State-owned Aeroflot, Russia’s largest airline, Ural Airlines and Rossiya Airlines will now be prevented from cashing in their unused slots estimated to be worth £50 million.

The UK, along with international partners, placed sanctions on the chief executive of Aeroflot Mikhail Igorevich Poluboyarinov in March. Aeroflot is subject to an asset freeze.

UK airspace is already closed to Russian aircraft under current sanctions. The export of aviation goods and technology to Russia has also been banned.

Foreign Secretary Liz Truss said: “As long as Putin continues his barbarous assault on Ukraine, we will continue to target the Russian economy. We’ve already closed our airspace to Russian airlines. Today we’re making sure they can’t cash in their lucrative landing slots at our airports. Every economic sanction reinforces our clear message to Putin — we will not stop until Ukraine prevails.”

Last week, the UK imposed sanctions on Mr Putin's financial network — including his ex-wife and cousins — to “tighten the vice on the president and his inner circle”.

Ms Truss said she was targeting the “shady network propping” up the leader.

Passenger planes owned by Russia's airlines, including Aeroflot and Rossiya, are parked at Sheremetyevo International Airport in Moscow. Reuters

The latest announcement comes as the Transport Secretary, Grant Shapps, takes up the presidency of the International Transport Forum, which he will use to call for a united response against Russia’s invasion of Ukraine.
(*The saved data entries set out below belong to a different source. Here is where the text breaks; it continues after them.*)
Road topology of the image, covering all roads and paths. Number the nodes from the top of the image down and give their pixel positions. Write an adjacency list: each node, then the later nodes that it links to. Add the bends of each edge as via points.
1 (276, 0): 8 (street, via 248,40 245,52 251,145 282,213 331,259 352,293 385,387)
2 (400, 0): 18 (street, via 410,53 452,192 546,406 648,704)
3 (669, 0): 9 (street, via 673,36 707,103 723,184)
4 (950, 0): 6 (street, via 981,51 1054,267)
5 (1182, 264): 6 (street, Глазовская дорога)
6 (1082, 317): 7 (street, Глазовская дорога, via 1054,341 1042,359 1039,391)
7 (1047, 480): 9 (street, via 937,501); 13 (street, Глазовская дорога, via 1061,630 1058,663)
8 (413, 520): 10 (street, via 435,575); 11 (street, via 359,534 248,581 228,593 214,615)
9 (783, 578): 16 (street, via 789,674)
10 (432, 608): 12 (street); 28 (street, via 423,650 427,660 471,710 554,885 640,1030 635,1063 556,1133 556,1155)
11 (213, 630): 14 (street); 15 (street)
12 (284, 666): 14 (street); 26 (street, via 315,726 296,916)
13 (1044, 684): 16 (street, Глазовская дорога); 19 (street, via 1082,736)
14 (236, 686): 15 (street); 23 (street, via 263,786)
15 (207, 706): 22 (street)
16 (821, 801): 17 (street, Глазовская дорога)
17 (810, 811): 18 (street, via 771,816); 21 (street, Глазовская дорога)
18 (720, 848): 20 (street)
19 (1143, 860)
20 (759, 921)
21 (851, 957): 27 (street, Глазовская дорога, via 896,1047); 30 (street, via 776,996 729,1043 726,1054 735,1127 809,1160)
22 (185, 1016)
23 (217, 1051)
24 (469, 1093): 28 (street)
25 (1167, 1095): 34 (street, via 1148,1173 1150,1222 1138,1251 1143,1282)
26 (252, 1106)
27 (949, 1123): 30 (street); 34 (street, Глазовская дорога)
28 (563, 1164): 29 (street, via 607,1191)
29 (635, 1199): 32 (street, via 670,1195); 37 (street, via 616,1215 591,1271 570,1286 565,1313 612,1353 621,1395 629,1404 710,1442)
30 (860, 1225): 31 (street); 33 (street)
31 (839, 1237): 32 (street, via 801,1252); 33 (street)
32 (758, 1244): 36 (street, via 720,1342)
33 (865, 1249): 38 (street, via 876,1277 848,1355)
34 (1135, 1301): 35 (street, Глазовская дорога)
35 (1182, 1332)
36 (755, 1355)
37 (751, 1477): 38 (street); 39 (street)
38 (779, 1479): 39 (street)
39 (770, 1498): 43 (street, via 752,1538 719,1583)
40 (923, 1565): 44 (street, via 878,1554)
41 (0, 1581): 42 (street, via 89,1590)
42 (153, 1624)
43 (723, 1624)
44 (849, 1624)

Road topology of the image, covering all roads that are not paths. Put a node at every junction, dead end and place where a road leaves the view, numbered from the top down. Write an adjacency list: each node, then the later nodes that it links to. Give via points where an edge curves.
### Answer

Mr Shapps said: “The UK was one of the first nations to implement sanctions on Putin and his allies; we forbade entrance to their ships and planes, strangling them of the privilege to benefit from global trade and commerce.

“Today, the UK government has built on the strong action we have already taken.”

The UK has placed sanctions on more than 1,000 people and more than 100 businesses since Russia’s invasion of Ukraine.

In a statement, the Foreign Office said international sanctions are having a significant impact on Mr Putin's “war machine”.

Russia’s Central Bank has admitted that sanctions are a major challenge for Russian supply chains.

Recently introduced powers make it a criminal offence for any Russian aircraft to fly or land in the UK, and give the government powers to remove aircraft belonging to designated Russian individuals and entities from the UK aircraft register, even if the sanctioned individual is not on board. Russian ships are also banned from UK ports.

Foreign Secretary Liz Truss said: “As long as Putin continues his barbarous assault on Ukraine, we will continue to target the Russian economy." EPA

Meanwhile, a British defence intelligence update suggested a culture of cover-ups and scapegoating was hampering the Russian military effort in Ukraine.

The Ministry of Defence said a number of senior Russian commanders deemed to have performed poorly had already been fired.

“A culture of cover-ups and scapegoating is probably prevalent within the Russian military and security system,” the MoD said.

“Many officials involved in the invasion of Ukraine will likely be increasingly distracted by efforts to avoid personal culpability for Russia’s operational setbacks.

“This will likely place further strain on Russia’s centralised model of command and control, as officers increasingly seek to defer key decisions to their superiors. It will be difficult for Russia to regain the initiative under these conditions.”